• What you should do: What is the number of lines in these entries that include "image"? Write that number and no other text.

• Entries supplied:
- - - - -

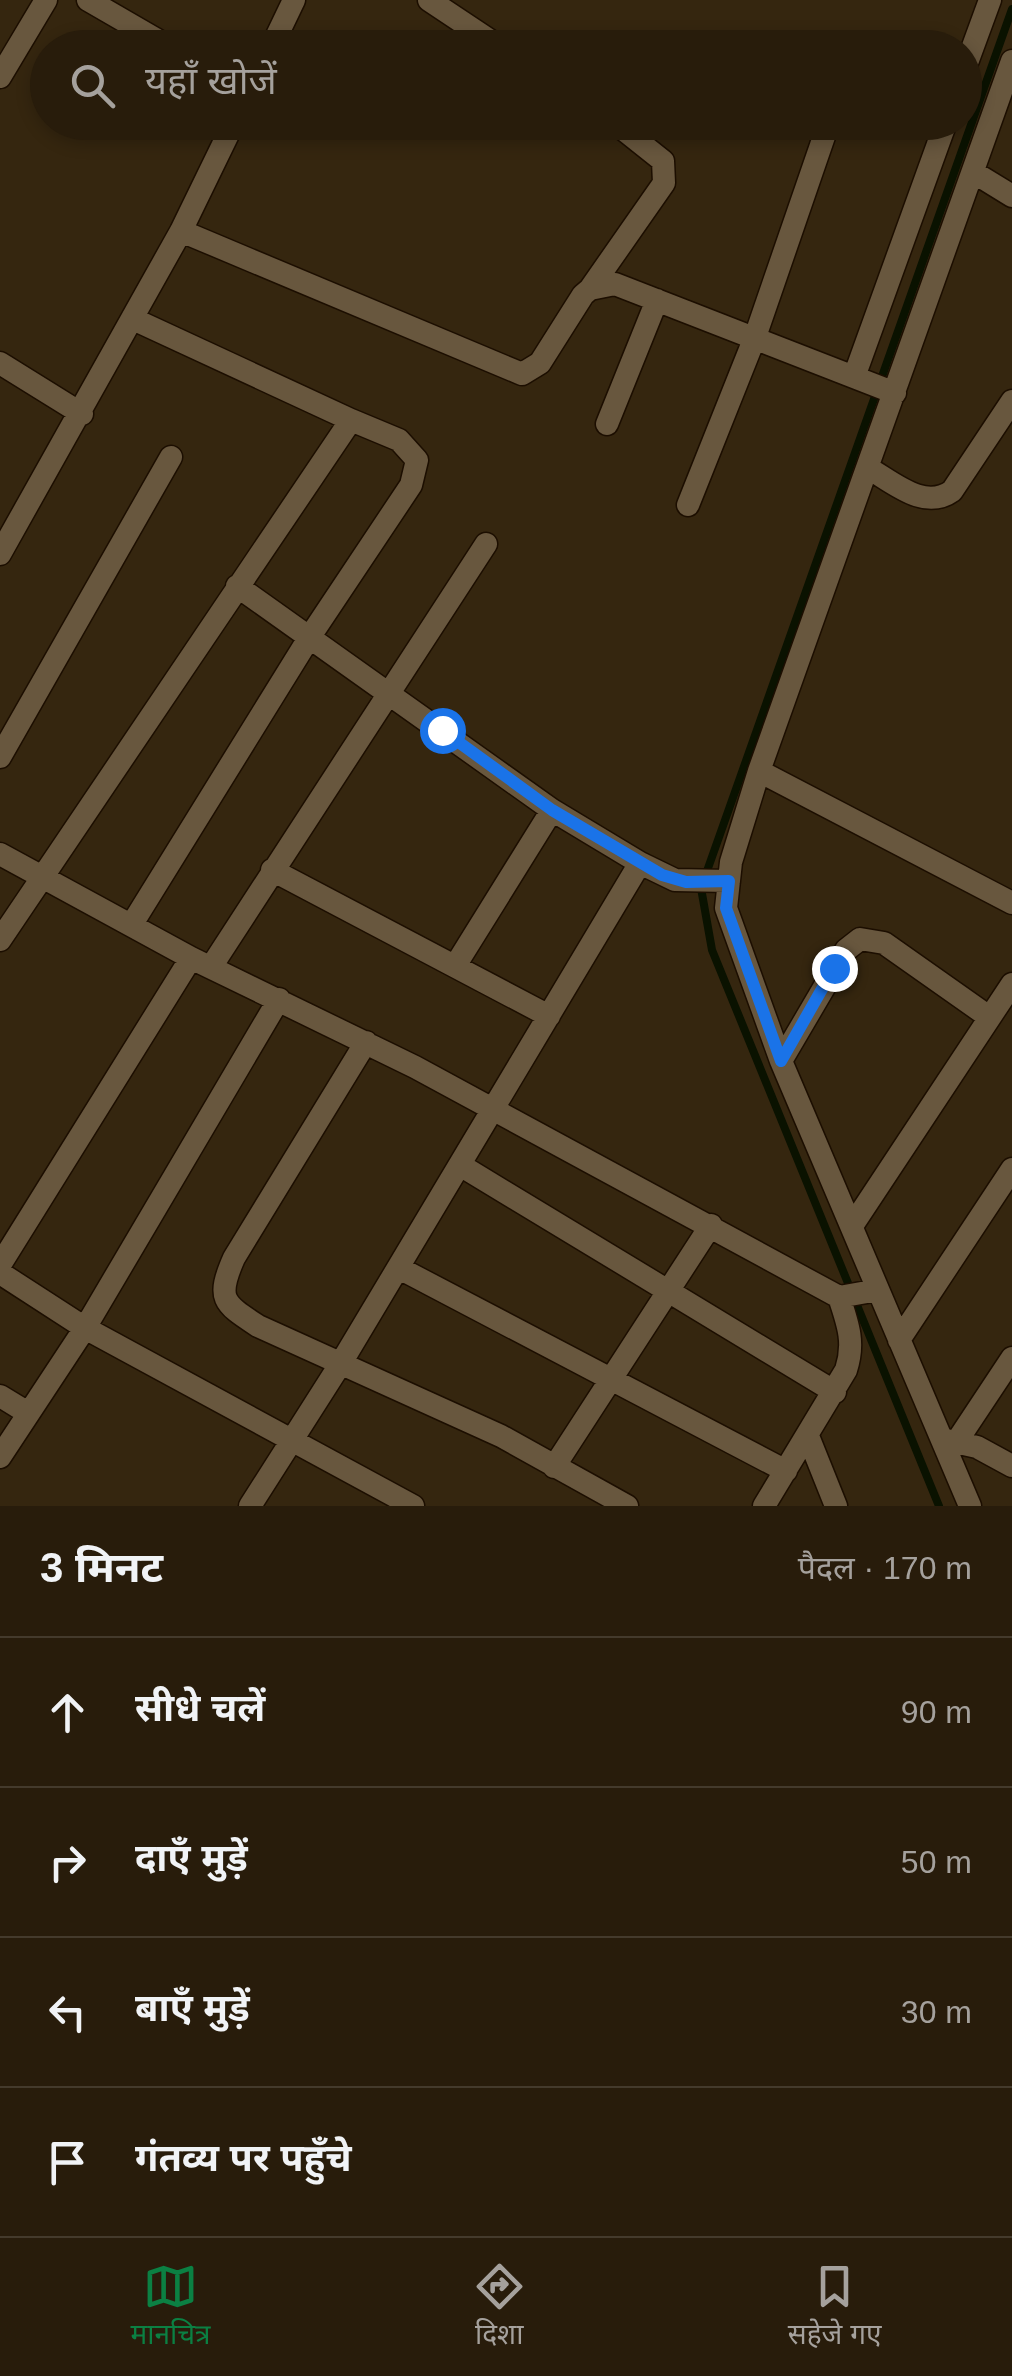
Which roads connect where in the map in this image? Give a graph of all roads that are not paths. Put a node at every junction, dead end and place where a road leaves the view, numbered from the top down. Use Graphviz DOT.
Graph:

- - - - -

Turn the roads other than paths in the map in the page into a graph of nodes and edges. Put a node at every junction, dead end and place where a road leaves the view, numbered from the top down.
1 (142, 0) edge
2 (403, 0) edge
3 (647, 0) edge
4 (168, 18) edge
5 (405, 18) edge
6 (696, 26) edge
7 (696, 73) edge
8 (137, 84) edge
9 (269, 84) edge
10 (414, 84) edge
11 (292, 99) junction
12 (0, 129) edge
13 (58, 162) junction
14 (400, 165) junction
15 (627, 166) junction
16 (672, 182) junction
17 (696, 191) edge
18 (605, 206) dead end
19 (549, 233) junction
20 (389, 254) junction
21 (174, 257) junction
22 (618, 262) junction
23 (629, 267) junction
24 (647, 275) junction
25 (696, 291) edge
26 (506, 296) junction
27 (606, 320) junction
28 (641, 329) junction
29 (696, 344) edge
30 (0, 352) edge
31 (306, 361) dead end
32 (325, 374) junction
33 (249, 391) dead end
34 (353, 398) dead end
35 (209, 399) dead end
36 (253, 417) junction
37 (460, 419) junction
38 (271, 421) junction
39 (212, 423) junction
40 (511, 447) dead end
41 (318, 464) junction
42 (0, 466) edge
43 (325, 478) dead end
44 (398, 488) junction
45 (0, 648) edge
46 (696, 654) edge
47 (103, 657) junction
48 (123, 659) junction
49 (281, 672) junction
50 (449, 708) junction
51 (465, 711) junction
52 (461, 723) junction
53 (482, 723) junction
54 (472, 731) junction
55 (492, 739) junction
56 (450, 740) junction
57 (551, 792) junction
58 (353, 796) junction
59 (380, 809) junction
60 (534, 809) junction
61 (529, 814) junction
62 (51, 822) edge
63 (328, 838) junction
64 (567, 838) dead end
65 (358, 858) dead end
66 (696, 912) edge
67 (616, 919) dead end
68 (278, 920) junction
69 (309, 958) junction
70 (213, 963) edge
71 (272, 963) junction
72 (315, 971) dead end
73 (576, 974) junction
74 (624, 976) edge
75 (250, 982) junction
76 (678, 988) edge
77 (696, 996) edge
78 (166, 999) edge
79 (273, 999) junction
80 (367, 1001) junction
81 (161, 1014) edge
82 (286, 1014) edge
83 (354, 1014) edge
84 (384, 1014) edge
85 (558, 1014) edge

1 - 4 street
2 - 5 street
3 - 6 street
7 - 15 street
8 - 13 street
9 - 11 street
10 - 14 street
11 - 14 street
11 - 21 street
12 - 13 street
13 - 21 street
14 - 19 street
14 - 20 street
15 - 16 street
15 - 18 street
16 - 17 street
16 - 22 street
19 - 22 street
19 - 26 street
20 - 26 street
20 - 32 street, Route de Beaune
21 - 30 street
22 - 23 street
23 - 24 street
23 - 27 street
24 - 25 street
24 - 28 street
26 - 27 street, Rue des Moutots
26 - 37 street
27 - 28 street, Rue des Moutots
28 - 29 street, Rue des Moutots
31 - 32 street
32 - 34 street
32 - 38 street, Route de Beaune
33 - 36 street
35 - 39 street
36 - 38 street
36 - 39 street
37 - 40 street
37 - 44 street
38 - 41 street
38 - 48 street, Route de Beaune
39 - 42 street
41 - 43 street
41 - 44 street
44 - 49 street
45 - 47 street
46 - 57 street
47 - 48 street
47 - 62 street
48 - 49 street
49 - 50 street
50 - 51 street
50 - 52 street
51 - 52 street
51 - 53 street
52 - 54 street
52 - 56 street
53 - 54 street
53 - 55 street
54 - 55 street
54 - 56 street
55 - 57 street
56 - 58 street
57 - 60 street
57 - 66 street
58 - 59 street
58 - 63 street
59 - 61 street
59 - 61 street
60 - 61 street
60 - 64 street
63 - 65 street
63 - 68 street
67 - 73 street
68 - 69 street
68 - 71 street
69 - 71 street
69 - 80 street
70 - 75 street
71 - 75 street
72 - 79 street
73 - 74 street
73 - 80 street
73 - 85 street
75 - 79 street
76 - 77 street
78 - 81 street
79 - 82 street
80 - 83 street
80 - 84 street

- - - - -

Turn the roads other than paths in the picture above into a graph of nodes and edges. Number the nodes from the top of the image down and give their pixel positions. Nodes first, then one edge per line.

- - - - -

• Response area: 2